7Paradoxalement, c’est après la mort de Jules que « l’attrait pour le maladif1 » qui caractérise l’écriture des deux frères trouve à s’exprimer dans toute sa puissance au sein du Journal. L’ouvrage prend en effet « une valeur inaugurale » (p. 15) lorsqu’Edmond livre le récit détaillé de la fin de la vie de Jules. Ce retour en arrière entraîne des modifications diaristiques importantes, et le texte sort quelque peu des critères définitoires du journal. En effet, Edmond, par un effet de collage, restitue sur le manuscrit des notes éparses, sans indications temporelles précises, écrites durant les derniers mois de la vie de son frère. De ce morcellement volontaire naît un jeu des temporalités dans lequel l’usage du présent recrée pour un temps la présence du défunt, quand l’imparfait — ce « cruel imparfait » (p. 110) qui sera celui des Frères Zemganno — souligne son absence. Enfin, le 20 juin 1870, le journal devient oraison funèbre, dans ces mots qui évoquent le vague souvenir de Bossuet : « Il meurt, il vient de mourir » (p. 124).

Récit de deux sièges

8Si J.-L. Cabanès ne manque pas de rappeler qu’il est un « moment capital des écritures de l’intime » (p. 15), ce cinquième volume du Journal est également inaugural et exemplaire pour sa « double portée documentaire » (p. 20). Dès septembre 1870, l’écriture du deuil cède le pas au témoignage. Cette écriture voit le retour des datations précises au rythme des errances dans une ville meurtrie par deux sièges successifs. Le regard que pose Edmond sur ces années terribles contribue alors à construire, au-delà de son aspect polymorphe, la cohérence du journal. Celui-ci opère en effet une singulière intrication du drame historique et du drame personnel considérés ensemble : « Je suis triste de mon frère, je suis triste du sort de la Patrie […] » (14 août 1870). Le maladif, qui emplissait les pages consacrées à toute la première moitié de l’année 1870, trouve là encore moyen de s’exprimer. Dans une sorte de contamination, c’est Paris tout entier qui souffre : « L’émotion de ces huit jours a donné à la population parisienne la figure d’un malade, on voit sur ces faces jaunes, crispées, tiraillées, tous les hauts et les bas de l’espérance par lesquels les nerfs de Paris ont passé depuis le 6 août » (19 août 1870).

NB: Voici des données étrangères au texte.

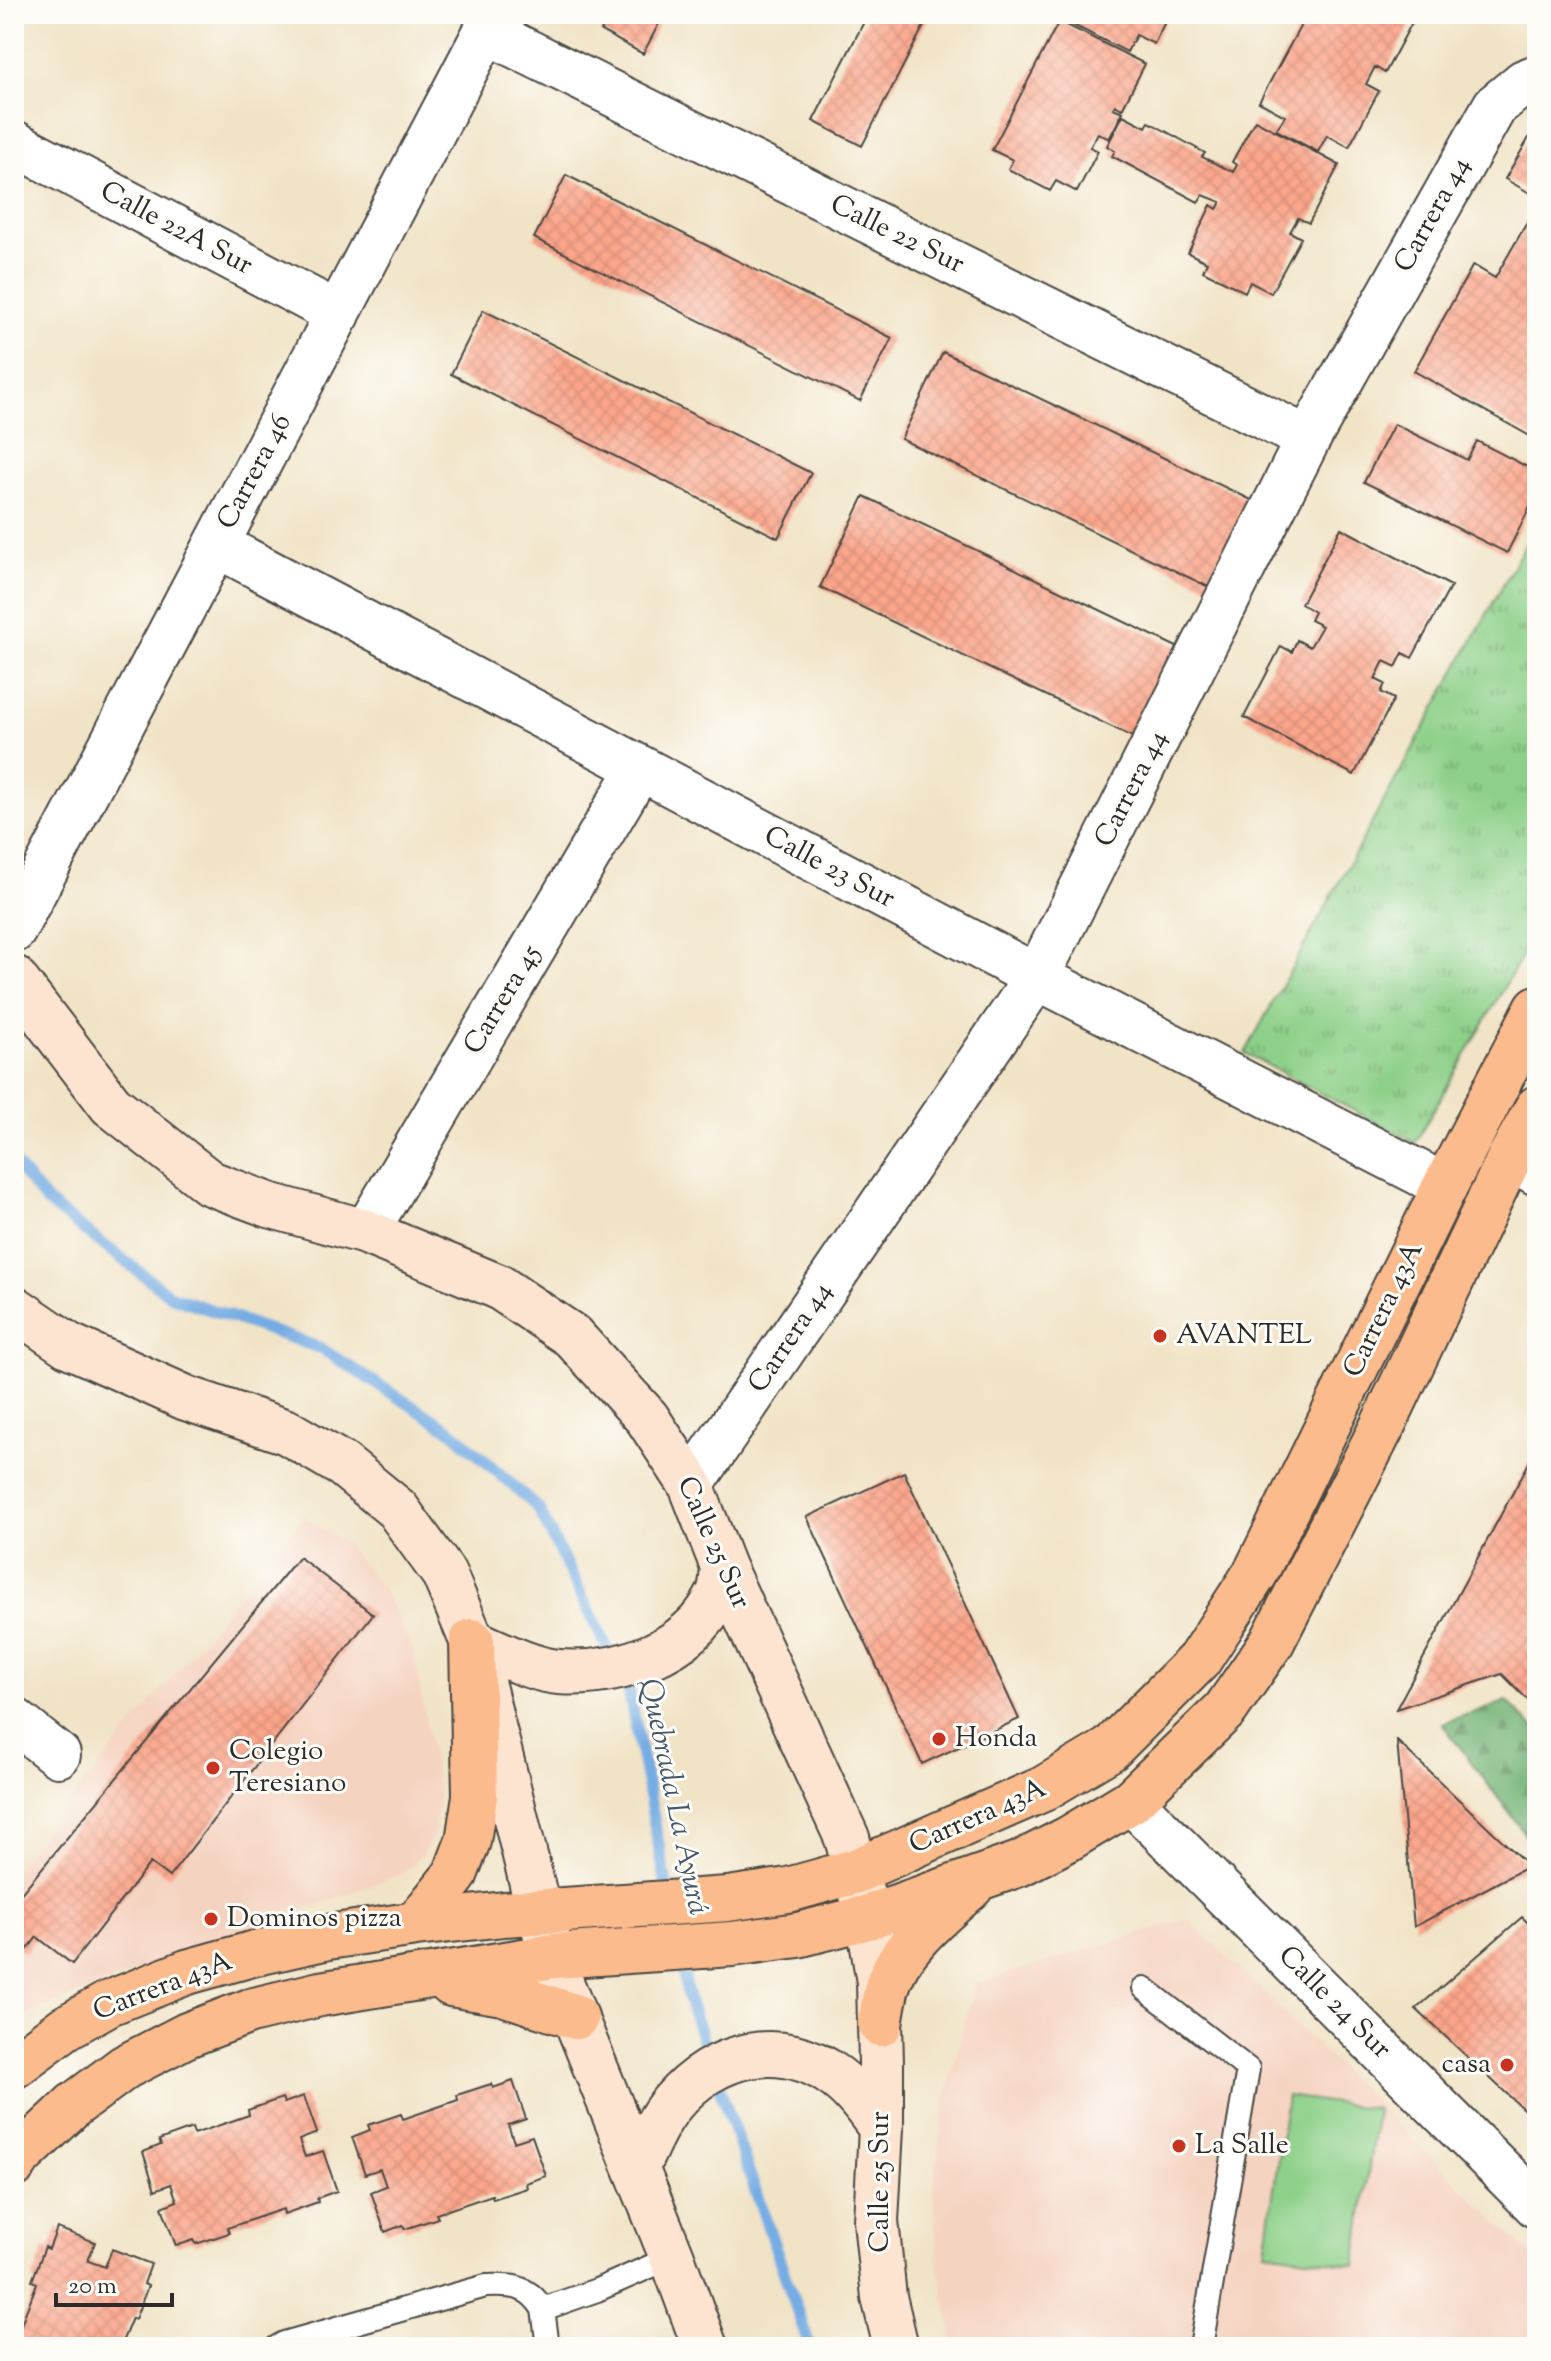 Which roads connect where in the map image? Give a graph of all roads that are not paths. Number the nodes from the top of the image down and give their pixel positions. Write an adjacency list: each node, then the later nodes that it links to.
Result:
1 (490, 23): 4 (street, Carrera 46); 5 (street, Calle 22 Sur)
2 (1537, 77): 5 (street, Carrera 44)
3 (14, 143): 4 (street, Calle 22A Sur)
4 (338, 314): 6 (street, Carrera 46)
5 (1308, 439): 9 (street, Carrera 44)
6 (217, 545): 7 (street, Calle 23 Sur); 8 (street, Carrera 46)
7 (640, 768): 9 (street, Calle 23 Sur); 15 (street, Carrera 45)
8 (14, 930)
9 (1037, 977): 14 (street, Calle 23 Sur); 17 (street, Carrera 44)
10 (14, 978): 15 (main road, Calle 25 Sur)
11 (1537, 1008): 14 (main road, Carrera 43A)
12 (1537, 1108): 13 (main road, Carrera 43A)
13 (1524, 1165): 22 (main road, Carrera 43A)
14 (1445, 1186): 23 (main road, Carrera 43A)
15 (366, 1232): 17 (main road, Calle 25 Sur)
16 (14, 1308): 19 (main road)
17 (691, 1485): 18 (main road, Calle 25 Sur)
18 (723, 1567): 19 (main road); 23 (main road, Calle 25 Sur)
19 (472, 1641): 25 (main road); 27 (main road)
20 (14, 1720): 21 (street)
21 (58, 1755)
22 (1131, 1801): 24 (main road, Carrera 43A); 37 (street, Calle 24 Sur)
23 (856, 1871): 25 (main road, Carrera 43A); 26 (main road, Calle 25 Sur)
24 (983, 1876): 26 (main road, Carrera 43A); 32 (main road)
25 (539, 1912): 27 (main road, Carrera 43A); 28 (main road)
26 (868, 1917): 28 (main road, Carrera 43A); 32 (main road, Calle 25 Sur)
27 (416, 1924): 33 (main road, Carrera 43A)
28 (554, 1956): 29 (main road, Carrera 43A); 31 (main road)
29 (400, 1980): 31 (main road); 35 (main road, Carrera 43A)
30 (1144, 1988): 44 (lane)
31 (576, 2017): 36 (main road)
32 (880, 2024): 34 (main road, Calle 25 Sur)
33 (15, 2065)
34 (881, 2128): 36 (main road); 43 (main road, Calle 25 Sur)
35 (14, 2165)
36 (636, 2168): 38 (main road)
37 (1537, 2206)
38 (672, 2257): 39 (lane); 42 (main road)
39 (543, 2309): 40 (lane); 41 (lane)
40 (277, 2347)
41 (548, 2347)
42 (705, 2347)
43 (896, 2347)
44 (1201, 2347)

9Qu’il s’agisse de la mort de son frère, de la guerre, de la Commune ; c’est toujours en esthète, posant sur tout un regard de peintre curieux qu’Edmond retranscrit les événements. C’est ainsi qu’il donne à voir et à lire les « vifs et colorés tableaux, composés à tout coin de Paris par le siège […] que la peinture oubliera de peindre » (28 septembre 1870). Cette esthétisation contrebalance le discours réactionnaire qui tend à disparaître pour céder la place au récit implacable des faits — à l’instar de la tuerie dont Edmond est témoin le 28 mai 1871 — laissés au jugement du lecteur.

***

10Il est donc peu de dire que les années que couvre ce volume en font une étape importante à la fois dans l’histoire des écrits de soi et dans l’ensemble du Journal des Goncourt. Mémoires de la vie littéraire, journal de deuil, témoignage du Siège et de la Commune, ce récit est aussi pour Edmond le lieu du développement d’une sensibilité singulière, qui sera sa marque d’écrivain solitaire. Maintenant qu’est publié ce cinquième tome, l’intérêt du Journal résidera en partie ailleurs que dans une écriture plurielle désormais impossible, mais dont l’exceptionnel travail éditorial que nous saluons une dernière fois a désormais achevé de livrer les secrets.